** Opening Input material block **

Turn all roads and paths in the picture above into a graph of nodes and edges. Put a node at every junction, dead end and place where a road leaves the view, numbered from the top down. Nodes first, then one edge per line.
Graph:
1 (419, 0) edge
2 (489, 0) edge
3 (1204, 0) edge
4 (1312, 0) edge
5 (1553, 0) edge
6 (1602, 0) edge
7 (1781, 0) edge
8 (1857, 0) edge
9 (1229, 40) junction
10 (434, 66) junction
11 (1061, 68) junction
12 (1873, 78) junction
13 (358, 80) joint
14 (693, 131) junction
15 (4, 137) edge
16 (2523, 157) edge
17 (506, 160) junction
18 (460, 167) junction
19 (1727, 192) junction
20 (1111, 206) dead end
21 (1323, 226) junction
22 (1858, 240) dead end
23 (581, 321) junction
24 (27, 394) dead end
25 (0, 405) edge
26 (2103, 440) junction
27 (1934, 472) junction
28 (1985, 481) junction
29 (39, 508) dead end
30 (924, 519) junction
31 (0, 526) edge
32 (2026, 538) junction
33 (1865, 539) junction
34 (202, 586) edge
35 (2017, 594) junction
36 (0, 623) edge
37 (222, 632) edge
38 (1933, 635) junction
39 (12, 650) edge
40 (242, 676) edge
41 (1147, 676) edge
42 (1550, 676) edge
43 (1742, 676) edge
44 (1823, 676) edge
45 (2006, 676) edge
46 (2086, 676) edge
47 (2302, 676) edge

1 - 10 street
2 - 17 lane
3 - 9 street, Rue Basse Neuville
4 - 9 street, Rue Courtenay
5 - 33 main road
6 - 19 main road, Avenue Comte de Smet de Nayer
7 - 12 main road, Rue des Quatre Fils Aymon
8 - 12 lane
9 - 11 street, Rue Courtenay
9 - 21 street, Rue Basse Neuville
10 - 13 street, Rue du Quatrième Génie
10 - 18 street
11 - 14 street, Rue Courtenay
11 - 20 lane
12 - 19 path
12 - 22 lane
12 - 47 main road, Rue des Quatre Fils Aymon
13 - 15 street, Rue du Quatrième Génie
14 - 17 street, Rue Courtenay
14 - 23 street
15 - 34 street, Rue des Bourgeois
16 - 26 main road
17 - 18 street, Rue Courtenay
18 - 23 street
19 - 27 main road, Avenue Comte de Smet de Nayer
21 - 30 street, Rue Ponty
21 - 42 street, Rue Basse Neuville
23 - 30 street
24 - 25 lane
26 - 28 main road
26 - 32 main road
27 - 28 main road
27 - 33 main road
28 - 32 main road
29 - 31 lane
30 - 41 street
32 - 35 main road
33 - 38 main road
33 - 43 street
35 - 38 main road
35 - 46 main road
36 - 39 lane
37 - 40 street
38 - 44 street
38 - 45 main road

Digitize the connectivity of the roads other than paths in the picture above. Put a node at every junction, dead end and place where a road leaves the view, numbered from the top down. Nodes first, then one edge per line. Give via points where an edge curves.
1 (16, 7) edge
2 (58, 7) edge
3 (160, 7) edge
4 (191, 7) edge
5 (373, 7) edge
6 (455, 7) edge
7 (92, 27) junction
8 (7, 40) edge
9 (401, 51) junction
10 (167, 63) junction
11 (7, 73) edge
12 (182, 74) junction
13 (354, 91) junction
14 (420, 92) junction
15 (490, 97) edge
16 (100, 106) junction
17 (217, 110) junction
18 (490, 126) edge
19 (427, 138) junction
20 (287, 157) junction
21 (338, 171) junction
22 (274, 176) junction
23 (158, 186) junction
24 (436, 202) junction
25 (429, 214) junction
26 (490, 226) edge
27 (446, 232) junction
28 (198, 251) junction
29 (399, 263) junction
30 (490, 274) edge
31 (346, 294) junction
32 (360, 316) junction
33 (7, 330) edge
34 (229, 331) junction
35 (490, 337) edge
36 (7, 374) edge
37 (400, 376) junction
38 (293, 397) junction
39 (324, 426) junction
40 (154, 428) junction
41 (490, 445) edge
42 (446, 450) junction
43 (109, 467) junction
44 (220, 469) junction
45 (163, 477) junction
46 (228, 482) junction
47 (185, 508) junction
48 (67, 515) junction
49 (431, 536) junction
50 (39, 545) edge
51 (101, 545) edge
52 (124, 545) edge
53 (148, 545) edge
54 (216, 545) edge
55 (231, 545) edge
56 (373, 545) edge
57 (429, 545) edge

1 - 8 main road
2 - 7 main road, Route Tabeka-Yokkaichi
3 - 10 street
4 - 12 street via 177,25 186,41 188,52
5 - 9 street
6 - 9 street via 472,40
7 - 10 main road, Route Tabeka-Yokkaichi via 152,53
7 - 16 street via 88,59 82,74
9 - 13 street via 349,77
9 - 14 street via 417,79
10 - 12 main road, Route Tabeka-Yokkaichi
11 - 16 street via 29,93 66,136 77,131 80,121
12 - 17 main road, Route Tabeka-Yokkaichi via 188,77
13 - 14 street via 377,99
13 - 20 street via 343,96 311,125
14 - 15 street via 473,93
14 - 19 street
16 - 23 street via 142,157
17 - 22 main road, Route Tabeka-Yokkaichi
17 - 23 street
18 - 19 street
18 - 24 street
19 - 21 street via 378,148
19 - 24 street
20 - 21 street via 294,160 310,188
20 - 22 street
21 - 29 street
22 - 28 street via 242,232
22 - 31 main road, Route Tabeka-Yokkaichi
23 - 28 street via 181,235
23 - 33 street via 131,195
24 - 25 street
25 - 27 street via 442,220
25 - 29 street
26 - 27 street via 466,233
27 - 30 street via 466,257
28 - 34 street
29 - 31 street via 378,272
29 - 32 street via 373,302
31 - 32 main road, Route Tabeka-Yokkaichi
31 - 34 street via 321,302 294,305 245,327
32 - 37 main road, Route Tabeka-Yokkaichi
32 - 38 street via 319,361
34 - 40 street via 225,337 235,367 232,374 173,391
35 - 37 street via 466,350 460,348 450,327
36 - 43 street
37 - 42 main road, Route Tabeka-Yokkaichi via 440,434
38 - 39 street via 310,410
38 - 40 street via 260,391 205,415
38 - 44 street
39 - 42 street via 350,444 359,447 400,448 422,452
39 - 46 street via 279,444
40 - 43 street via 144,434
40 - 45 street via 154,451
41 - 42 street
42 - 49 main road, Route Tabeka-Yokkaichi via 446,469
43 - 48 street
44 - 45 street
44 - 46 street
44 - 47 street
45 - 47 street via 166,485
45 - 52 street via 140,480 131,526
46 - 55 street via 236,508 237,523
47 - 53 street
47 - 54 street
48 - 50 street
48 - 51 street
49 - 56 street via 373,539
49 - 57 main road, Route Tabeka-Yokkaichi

** Closing Input material block **

**Task details**
Make an exact copy of the data above.

**Answer**
Turn all roads and paths in the picture above into a graph of nodes and edges. Put a node at every junction, dead end and place where a road leaves the view, numbered from the top down. Nodes first, then one edge per line.
Graph:
1 (419, 0) edge
2 (489, 0) edge
3 (1204, 0) edge
4 (1312, 0) edge
5 (1553, 0) edge
6 (1602, 0) edge
7 (1781, 0) edge
8 (1857, 0) edge
9 (1229, 40) junction
10 (434, 66) junction
11 (1061, 68) junction
12 (1873, 78) junction
13 (358, 80) joint
14 (693, 131) junction
15 (4, 137) edge
16 (2523, 157) edge
17 (506, 160) junction
18 (460, 167) junction
19 (1727, 192) junction
20 (1111, 206) dead end
21 (1323, 226) junction
22 (1858, 240) dead end
23 (581, 321) junction
24 (27, 394) dead end
25 (0, 405) edge
26 (2103, 440) junction
27 (1934, 472) junction
28 (1985, 481) junction
29 (39, 508) dead end
30 (924, 519) junction
31 (0, 526) edge
32 (2026, 538) junction
33 (1865, 539) junction
34 (202, 586) edge
35 (2017, 594) junction
36 (0, 623) edge
37 (222, 632) edge
38 (1933, 635) junction
39 (12, 650) edge
40 (242, 676) edge
41 (1147, 676) edge
42 (1550, 676) edge
43 (1742, 676) edge
44 (1823, 676) edge
45 (2006, 676) edge
46 (2086, 676) edge
47 (2302, 676) edge

1 - 10 street
2 - 17 lane
3 - 9 street, Rue Basse Neuville
4 - 9 street, Rue Courtenay
5 - 33 main road
6 - 19 main road, Avenue Comte de Smet de Nayer
7 - 12 main road, Rue des Quatre Fils Aymon
8 - 12 lane
9 - 11 street, Rue Courtenay
9 - 21 street, Rue Basse Neuville
10 - 13 street, Rue du Quatrième Génie
10 - 18 street
11 - 14 street, Rue Courtenay
11 - 20 lane
12 - 19 path
12 - 22 lane
12 - 47 main road, Rue des Quatre Fils Aymon
13 - 15 street, Rue du Quatrième Génie
14 - 17 street, Rue Courtenay
14 - 23 street
15 - 34 street, Rue des Bourgeois
16 - 26 main road
17 - 18 street, Rue Courtenay
18 - 23 street
19 - 27 main road, Avenue Comte de Smet de Nayer
21 - 30 street, Rue Ponty
21 - 42 street, Rue Basse Neuville
23 - 30 street
24 - 25 lane
26 - 28 main road
26 - 32 main road
27 - 28 main road
27 - 33 main road
28 - 32 main road
29 - 31 lane
30 - 41 street
32 - 35 main road
33 - 38 main road
33 - 43 street
35 - 38 main road
35 - 46 main road
36 - 39 lane
37 - 40 street
38 - 44 street
38 - 45 main road

Digitize the connectivity of the roads other than paths in the picture above. Put a node at every junction, dead end and place where a road leaves the view, numbered from the top down. Nodes first, then one edge per line. Give via points where an edge curves.
1 (16, 7) edge
2 (58, 7) edge
3 (160, 7) edge
4 (191, 7) edge
5 (373, 7) edge
6 (455, 7) edge
7 (92, 27) junction
8 (7, 40) edge
9 (401, 51) junction
10 (167, 63) junction
11 (7, 73) edge
12 (182, 74) junction
13 (354, 91) junction
14 (420, 92) junction
15 (490, 97) edge
16 (100, 106) junction
17 (217, 110) junction
18 (490, 126) edge
19 (427, 138) junction
20 (287, 157) junction
21 (338, 171) junction
22 (274, 176) junction
23 (158, 186) junction
24 (436, 202) junction
25 (429, 214) junction
26 (490, 226) edge
27 (446, 232) junction
28 (198, 251) junction
29 (399, 263) junction
30 (490, 274) edge
31 (346, 294) junction
32 (360, 316) junction
33 (7, 330) edge
34 (229, 331) junction
35 (490, 337) edge
36 (7, 374) edge
37 (400, 376) junction
38 (293, 397) junction
39 (324, 426) junction
40 (154, 428) junction
41 (490, 445) edge
42 (446, 450) junction
43 (109, 467) junction
44 (220, 469) junction
45 (163, 477) junction
46 (228, 482) junction
47 (185, 508) junction
48 (67, 515) junction
49 (431, 536) junction
50 (39, 545) edge
51 (101, 545) edge
52 (124, 545) edge
53 (148, 545) edge
54 (216, 545) edge
55 (231, 545) edge
56 (373, 545) edge
57 (429, 545) edge

1 - 8 main road
2 - 7 main road, Route Tabeka-Yokkaichi
3 - 10 street
4 - 12 street via 177,25 186,41 188,52
5 - 9 street
6 - 9 street via 472,40
7 - 10 main road, Route Tabeka-Yokkaichi via 152,53
7 - 16 street via 88,59 82,74
9 - 13 street via 349,77
9 - 14 street via 417,79
10 - 12 main road, Route Tabeka-Yokkaichi
11 - 16 street via 29,93 66,136 77,131 80,121
12 - 17 main road, Route Tabeka-Yokkaichi via 188,77
13 - 14 street via 377,99
13 - 20 street via 343,96 311,125
14 - 15 street via 473,93
14 - 19 street
16 - 23 street via 142,157
17 - 22 main road, Route Tabeka-Yokkaichi
17 - 23 street
18 - 19 street
18 - 24 street
19 - 21 street via 378,148
19 - 24 street
20 - 21 street via 294,160 310,188
20 - 22 street
21 - 29 street
22 - 28 street via 242,232
22 - 31 main road, Route Tabeka-Yokkaichi
23 - 28 street via 181,235
23 - 33 street via 131,195
24 - 25 street
25 - 27 street via 442,220
25 - 29 street
26 - 27 street via 466,233
27 - 30 street via 466,257
28 - 34 street
29 - 31 street via 378,272
29 - 32 street via 373,302
31 - 32 main road, Route Tabeka-Yokkaichi
31 - 34 street via 321,302 294,305 245,327
32 - 37 main road, Route Tabeka-Yokkaichi
32 - 38 street via 319,361
34 - 40 street via 225,337 235,367 232,374 173,391
35 - 37 street via 466,350 460,348 450,327
36 - 43 street
37 - 42 main road, Route Tabeka-Yokkaichi via 440,434
38 - 39 street via 310,410
38 - 40 street via 260,391 205,415
38 - 44 street
39 - 42 street via 350,444 359,447 400,448 422,452
39 - 46 street via 279,444
40 - 43 street via 144,434
40 - 45 street via 154,451
41 - 42 street
42 - 49 main road, Route Tabeka-Yokkaichi via 446,469
43 - 48 street
44 - 45 street
44 - 46 street
44 - 47 street
45 - 47 street via 166,485
45 - 52 street via 140,480 131,526
46 - 55 street via 236,508 237,523
47 - 53 street
47 - 54 street
48 - 50 street
48 - 51 street
49 - 56 street via 373,539
49 - 57 main road, Route Tabeka-Yokkaichi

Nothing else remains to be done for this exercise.